Most notable in the present context is a recent study by Cohen and Ranganath (2007). In this experiment, subjects performed a “matching pennies” task, requiring them to select 1 of 2 possible responses: When subjects selected the same response as a computer opponent, they lost a point; when they selected the opposite response they earned a point. The results showed that FRN amplitude after receiving negative feedback (i.e., the subject chose the same response as the computer) predicted whether subjects would alter their response pattern for the following trial. Although this study provides important data on the involvement of FRN in post-feedback performance adjustments, the drawback of the design employed in this study is that performance is never contingent on particular cues or stimuli. So, this task does not require the learning of stimulus–response or action–outcome associations; feedback only serves to immediately change the response strategy and is no longer useful after this performance adjustment and so does not have to be consolidated. In contrast, in the present study subjects were required to learn (on the basis of the feedback provided) and remember which response should be associated with which particular stimulus (i.e., the item number of the present sequence). This allowed us to show that FRN amplitudes indeed reflect the process of learning and skill acquisition as predicted by the RL model of the FRN.

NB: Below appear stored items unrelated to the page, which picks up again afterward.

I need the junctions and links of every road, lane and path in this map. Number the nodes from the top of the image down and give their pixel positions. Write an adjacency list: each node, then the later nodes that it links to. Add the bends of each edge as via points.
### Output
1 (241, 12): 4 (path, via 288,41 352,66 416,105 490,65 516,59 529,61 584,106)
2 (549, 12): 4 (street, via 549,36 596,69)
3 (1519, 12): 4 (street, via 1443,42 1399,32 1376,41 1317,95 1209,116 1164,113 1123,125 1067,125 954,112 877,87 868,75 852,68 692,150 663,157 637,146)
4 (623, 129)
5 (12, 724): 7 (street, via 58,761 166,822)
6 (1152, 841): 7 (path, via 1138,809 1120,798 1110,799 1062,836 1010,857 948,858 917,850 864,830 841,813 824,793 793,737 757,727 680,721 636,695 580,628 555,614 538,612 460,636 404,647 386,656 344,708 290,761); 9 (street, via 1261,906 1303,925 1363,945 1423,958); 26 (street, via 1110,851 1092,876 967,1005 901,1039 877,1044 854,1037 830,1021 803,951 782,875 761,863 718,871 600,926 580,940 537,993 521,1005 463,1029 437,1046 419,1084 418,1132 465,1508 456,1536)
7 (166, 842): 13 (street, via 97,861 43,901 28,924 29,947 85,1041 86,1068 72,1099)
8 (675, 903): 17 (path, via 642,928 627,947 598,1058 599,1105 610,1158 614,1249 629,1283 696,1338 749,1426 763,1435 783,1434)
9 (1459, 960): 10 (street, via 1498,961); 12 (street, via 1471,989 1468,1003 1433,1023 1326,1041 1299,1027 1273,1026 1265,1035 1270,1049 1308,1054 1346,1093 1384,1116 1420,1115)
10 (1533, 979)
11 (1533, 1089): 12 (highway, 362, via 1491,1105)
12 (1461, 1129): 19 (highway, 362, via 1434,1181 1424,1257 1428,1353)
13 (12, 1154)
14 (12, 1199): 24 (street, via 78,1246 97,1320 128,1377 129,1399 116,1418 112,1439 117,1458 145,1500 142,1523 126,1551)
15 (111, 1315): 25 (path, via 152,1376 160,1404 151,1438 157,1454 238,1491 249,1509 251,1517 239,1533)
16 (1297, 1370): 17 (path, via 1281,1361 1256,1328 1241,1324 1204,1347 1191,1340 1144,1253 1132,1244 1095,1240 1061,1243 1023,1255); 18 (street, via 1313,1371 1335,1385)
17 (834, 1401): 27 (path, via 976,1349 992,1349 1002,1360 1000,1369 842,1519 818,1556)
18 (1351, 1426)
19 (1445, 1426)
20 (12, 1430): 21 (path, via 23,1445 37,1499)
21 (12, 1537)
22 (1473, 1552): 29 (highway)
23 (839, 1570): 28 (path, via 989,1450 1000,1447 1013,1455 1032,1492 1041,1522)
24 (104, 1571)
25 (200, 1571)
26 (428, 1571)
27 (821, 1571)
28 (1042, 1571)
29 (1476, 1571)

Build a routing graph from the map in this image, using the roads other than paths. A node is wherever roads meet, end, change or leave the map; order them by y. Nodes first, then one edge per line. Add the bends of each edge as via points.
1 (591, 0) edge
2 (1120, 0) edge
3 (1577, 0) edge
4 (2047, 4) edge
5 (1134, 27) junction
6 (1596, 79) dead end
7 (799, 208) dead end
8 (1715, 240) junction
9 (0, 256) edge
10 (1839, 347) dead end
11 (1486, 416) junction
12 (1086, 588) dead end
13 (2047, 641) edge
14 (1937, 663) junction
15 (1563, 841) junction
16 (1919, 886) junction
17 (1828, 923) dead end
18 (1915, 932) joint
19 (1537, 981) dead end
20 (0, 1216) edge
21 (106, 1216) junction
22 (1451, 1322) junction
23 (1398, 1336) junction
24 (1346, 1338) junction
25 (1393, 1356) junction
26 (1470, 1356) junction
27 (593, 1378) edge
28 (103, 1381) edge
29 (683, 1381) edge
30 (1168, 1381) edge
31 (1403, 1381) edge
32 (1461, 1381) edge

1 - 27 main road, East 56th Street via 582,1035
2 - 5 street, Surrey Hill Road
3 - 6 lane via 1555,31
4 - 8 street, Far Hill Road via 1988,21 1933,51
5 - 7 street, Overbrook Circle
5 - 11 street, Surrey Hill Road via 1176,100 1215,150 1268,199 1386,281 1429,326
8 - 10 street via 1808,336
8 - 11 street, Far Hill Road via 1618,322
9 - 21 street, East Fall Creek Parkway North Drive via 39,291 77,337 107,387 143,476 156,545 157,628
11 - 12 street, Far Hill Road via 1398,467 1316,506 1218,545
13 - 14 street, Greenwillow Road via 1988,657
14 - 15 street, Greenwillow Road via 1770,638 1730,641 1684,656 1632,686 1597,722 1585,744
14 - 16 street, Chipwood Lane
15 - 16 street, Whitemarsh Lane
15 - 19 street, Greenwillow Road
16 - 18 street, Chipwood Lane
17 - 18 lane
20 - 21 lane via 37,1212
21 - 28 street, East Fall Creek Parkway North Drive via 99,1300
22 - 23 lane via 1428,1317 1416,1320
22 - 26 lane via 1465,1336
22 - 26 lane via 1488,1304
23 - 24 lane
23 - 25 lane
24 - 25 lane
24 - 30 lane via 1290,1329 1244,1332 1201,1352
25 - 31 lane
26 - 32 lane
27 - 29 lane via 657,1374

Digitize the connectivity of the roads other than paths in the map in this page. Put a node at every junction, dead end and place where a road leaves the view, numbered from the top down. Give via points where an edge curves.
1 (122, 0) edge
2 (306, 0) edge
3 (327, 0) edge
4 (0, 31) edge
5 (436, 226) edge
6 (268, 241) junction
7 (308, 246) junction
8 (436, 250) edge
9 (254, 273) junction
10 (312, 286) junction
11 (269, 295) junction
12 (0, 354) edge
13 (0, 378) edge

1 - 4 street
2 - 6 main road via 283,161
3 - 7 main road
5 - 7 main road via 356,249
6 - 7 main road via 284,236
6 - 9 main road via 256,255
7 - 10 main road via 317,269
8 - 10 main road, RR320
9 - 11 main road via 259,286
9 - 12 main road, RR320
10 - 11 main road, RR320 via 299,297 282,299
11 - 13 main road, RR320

To conclude, our findings add to a growing literature on the neural correlates of learning (e.g., Frank et al. 2005; Cohen and Ranganath 2007; Klein et al. 2007), by showing that FRN amplitudes not only are related to performance adjustments but may also reflect the acquisition of motor skill and the consolidation of contingencies between stimuli or cues and their associated responses. In addition, we provide evidence that learning efficiency and future performance can be predicted by the neural response to current feedback: FRN amplitude after we have made a mistake is predictive of whether a mistake will be repeated or whether we will learn from our mistake.
Conflict of Interest: None declared.